Marrakech révélée sous l’objectif engagé de Fatimazohra Serri

Rédigé le 17/09/2025
Le Marrakech


Fatimazohra Serri, photographe marocaine autodidacte, bouleverse la scène artistique bien au-delà de son Nador natal. Après avoir grandi dans un environnement conservateur où la liberté des femmes reste un combat quotidien, elle découvre la photographie comme un moyen de dépasser l’ordinaire et de résister. 

D’abord comptable, Serri commence à capturer son quotidien avec un simple téléphone, avant de se tourner vers des mises en scène conceptuelles dans l’espace domestique. À travers ses autoportraits et ses compositions maîtrisées, elle évoque la dichotomie entre la sphère privée — espace de créativité et de revendication — et l’espace public, souvent fermé aux femmes marocaines et à leur expression. À Marrakech, lors d’expositions et de rendez-vous artistiques majeurs, son travail prend une résonance particulière. La ville, qui s’est imposée comme un carrefour de l’art contemporain africain, lui offre une plateforme où ses œuvres, parfois jugées provocantes ailleurs, reçoivent attention et compréhension. 

Serri met en scène des objets du quotidien – miroir, serviette hygiénique – ou décline des symboles forts pour interroger la notion de honte, de féminité et d’honneur dans la société marocaine. Par ce biais, elle engage un dialogue visuel incisif, dénonçant la classification arbitraire des femmes et s’attaquant aux injonctions sociales. Pour surmonter la fermeture des espaces publics, la photographe crée sur les toits, dans l’intimité, ou avec le concours de ses proches, défiant ainsi les frontières du visible et du dicible.

Marrakech ne représente pas seulement un espace de consécration pour Fatimazohra Serri, mais aussi un incubateur pour une nouvelle scène photographique marocaine au féminin. C’est dans la ville rouge que ses messages prennent le plus d’ampleur, touchant un public large et hétéroclite, et offrant un miroir aux espoirs, luttes et rêves d’une génération de femmes artistes. Les œuvres de Serri s’inspirent de ses propres tensions intérieures, de l’observation de son entourage, et de la condition féminine au Maroc. Elles empruntent une esthétique poétique, parfois mélancolique, révélant la puissance de sa « résistance silencieuse ».

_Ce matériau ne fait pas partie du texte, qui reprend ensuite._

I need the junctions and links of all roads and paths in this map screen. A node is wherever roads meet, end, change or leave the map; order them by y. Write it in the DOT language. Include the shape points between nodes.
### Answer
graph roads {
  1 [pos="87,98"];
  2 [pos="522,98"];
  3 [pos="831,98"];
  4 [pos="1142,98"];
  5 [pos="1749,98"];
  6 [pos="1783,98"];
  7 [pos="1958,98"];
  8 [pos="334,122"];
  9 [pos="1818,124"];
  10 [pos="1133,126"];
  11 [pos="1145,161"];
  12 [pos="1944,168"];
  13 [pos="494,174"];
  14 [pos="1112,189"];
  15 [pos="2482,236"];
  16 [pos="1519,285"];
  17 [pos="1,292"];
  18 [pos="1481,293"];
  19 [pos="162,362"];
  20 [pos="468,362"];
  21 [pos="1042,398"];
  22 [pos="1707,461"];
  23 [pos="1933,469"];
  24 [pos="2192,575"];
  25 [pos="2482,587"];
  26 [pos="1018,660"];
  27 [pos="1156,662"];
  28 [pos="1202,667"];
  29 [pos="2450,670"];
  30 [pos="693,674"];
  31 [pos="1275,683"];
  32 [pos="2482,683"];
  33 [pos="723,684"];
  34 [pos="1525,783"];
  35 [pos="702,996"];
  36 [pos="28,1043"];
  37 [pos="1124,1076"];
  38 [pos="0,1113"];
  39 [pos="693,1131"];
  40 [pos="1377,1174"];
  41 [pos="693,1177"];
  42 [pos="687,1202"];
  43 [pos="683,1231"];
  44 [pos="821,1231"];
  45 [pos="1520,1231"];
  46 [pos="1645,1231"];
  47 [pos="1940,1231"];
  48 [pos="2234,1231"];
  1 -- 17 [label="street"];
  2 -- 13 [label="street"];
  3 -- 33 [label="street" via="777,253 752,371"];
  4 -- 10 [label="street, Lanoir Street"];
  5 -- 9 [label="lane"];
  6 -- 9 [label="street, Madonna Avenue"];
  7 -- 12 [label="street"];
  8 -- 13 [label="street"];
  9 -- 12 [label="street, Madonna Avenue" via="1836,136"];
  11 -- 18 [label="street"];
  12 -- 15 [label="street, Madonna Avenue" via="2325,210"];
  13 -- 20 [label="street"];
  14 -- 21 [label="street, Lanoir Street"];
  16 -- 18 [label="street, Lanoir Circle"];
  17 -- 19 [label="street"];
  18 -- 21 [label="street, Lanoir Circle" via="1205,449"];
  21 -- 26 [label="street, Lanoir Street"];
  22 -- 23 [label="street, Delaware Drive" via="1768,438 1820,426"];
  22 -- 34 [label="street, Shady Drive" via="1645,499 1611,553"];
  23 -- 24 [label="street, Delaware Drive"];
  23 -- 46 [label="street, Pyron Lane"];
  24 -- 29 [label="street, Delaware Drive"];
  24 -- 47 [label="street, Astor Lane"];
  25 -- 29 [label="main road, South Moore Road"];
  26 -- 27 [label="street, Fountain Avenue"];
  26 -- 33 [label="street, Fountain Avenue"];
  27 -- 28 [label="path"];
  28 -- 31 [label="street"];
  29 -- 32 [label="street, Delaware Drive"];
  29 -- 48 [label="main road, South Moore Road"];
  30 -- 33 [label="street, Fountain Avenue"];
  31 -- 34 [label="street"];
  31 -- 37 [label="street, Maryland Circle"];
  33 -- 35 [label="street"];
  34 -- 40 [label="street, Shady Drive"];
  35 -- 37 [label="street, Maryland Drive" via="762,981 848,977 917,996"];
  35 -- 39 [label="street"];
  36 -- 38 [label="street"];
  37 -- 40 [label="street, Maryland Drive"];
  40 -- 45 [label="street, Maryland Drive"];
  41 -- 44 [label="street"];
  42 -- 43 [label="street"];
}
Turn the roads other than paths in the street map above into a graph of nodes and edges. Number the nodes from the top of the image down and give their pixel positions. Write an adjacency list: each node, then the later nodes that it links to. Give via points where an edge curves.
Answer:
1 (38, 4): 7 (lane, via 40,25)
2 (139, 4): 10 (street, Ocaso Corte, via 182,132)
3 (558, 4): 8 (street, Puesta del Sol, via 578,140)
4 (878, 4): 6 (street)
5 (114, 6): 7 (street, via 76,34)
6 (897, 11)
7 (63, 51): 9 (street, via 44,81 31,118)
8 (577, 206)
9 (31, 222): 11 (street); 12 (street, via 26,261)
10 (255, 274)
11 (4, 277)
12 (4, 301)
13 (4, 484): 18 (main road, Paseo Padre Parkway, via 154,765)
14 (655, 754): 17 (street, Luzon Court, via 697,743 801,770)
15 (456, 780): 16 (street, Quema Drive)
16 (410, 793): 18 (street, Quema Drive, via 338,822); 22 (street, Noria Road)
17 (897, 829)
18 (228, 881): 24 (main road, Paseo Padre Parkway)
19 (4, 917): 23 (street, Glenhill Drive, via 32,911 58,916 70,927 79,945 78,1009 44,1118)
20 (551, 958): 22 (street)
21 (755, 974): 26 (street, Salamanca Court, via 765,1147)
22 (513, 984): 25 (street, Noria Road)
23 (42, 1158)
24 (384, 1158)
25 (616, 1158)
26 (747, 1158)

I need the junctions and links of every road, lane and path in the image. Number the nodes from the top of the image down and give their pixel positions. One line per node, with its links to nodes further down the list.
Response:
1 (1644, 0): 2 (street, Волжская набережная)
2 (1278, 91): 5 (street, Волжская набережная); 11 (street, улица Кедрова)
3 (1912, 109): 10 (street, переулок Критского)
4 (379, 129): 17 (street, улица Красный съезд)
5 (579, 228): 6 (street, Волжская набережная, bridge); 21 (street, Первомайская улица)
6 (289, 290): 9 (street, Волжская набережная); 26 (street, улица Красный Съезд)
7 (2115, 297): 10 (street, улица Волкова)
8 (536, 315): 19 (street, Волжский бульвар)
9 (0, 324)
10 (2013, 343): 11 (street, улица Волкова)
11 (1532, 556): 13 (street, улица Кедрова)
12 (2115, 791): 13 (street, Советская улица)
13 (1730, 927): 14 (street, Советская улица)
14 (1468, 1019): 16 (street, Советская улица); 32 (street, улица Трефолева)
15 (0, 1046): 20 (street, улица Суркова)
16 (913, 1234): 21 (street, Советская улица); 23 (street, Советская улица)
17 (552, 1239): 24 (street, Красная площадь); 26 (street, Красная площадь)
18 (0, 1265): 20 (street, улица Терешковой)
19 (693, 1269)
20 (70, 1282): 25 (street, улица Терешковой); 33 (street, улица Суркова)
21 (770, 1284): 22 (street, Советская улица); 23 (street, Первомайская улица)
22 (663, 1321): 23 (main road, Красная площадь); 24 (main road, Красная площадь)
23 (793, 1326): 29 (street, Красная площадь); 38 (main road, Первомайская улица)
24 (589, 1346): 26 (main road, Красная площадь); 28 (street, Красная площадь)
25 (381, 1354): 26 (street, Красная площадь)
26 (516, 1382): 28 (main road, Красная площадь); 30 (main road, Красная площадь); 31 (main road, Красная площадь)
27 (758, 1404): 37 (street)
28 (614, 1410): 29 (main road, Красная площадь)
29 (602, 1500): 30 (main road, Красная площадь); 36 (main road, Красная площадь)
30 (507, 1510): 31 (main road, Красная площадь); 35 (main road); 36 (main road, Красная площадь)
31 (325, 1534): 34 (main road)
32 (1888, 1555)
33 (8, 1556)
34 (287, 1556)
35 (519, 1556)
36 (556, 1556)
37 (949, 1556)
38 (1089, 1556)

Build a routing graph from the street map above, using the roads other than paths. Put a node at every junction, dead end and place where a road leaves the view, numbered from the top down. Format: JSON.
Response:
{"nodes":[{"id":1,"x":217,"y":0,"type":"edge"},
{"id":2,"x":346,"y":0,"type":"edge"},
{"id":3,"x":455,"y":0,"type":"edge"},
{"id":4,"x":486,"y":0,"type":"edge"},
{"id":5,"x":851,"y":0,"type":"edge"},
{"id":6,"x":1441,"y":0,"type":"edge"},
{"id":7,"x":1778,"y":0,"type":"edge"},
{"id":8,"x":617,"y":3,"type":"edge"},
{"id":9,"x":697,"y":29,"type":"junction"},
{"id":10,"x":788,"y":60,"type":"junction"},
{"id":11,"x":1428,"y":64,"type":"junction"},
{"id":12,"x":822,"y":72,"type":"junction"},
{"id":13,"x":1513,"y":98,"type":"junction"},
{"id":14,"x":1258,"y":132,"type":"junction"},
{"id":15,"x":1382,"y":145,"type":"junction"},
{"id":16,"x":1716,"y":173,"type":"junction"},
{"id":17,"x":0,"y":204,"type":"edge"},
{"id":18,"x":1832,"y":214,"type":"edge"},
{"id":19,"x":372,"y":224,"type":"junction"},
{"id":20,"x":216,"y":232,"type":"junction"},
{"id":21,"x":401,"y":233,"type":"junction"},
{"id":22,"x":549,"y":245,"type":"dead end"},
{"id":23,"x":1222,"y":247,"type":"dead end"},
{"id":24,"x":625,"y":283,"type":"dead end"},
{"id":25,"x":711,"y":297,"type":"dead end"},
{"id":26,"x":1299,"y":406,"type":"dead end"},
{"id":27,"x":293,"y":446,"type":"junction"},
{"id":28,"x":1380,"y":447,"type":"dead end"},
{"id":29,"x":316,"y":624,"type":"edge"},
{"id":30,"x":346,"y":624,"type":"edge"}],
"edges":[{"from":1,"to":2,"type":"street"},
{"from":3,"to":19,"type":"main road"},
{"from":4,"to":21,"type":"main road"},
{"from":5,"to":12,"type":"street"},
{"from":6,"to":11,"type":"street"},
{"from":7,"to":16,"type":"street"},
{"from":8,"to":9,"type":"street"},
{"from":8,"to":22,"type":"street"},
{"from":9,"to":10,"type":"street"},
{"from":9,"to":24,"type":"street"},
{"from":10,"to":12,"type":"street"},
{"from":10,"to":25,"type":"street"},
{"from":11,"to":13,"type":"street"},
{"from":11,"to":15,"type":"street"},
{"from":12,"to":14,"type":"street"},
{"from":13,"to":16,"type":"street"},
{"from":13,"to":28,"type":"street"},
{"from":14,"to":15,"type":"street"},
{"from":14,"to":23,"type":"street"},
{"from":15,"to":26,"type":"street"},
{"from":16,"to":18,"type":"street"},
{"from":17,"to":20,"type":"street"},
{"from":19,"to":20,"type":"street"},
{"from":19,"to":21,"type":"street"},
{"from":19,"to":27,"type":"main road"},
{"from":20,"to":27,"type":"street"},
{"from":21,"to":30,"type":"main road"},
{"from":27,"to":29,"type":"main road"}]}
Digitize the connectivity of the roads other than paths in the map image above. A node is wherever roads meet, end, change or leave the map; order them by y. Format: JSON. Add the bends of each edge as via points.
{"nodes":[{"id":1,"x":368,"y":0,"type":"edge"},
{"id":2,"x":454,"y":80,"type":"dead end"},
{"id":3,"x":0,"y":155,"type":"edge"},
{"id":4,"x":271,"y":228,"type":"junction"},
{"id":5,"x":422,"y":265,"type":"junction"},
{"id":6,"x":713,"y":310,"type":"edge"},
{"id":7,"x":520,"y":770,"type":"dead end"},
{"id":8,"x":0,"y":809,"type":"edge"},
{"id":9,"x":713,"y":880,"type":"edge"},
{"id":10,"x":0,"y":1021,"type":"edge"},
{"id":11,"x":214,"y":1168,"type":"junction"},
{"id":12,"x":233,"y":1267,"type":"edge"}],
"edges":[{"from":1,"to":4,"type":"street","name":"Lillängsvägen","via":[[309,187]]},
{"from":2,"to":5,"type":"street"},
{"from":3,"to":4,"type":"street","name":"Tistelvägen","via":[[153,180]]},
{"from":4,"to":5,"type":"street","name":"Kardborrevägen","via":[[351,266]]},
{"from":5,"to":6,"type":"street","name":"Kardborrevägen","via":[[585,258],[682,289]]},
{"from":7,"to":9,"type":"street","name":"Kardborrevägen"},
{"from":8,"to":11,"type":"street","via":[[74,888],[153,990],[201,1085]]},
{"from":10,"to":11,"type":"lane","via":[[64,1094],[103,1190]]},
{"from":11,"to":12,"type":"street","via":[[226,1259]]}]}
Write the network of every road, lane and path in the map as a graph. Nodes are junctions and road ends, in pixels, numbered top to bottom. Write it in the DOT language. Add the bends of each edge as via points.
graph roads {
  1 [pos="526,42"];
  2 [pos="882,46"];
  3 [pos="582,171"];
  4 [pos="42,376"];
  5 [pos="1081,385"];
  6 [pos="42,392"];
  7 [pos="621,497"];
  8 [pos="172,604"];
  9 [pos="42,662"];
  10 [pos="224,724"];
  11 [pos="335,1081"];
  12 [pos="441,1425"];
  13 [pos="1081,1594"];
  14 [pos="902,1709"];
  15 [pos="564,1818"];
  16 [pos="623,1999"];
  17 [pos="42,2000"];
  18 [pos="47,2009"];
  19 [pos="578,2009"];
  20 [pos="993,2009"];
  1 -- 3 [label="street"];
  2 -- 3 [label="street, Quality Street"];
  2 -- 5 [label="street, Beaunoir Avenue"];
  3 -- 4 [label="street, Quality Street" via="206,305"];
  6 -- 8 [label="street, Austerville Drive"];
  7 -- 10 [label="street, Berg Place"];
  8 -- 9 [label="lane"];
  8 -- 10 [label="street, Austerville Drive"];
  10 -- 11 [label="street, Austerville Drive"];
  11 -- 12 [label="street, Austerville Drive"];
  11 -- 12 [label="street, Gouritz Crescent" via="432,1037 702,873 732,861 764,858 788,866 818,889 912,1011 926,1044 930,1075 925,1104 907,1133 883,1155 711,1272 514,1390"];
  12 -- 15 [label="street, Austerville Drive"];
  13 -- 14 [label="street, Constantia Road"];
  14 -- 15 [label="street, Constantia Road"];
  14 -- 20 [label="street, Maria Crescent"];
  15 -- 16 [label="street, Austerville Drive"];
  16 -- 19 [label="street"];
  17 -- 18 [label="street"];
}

Avec un parcours fait de renoncements imposés, de détours familiaux et d’engagements assumés, Fatimazohra Serri incarne aujourd’hui l’avant-garde d’une création marocaine lucide, ancrée dans les réalités locales mais capable de toucher l’universel. Sa trajectoire illustre la force des voix féminines à Marrakech, où, loin des clichés, la résistance s’imprime dans chaque image et chaque regard.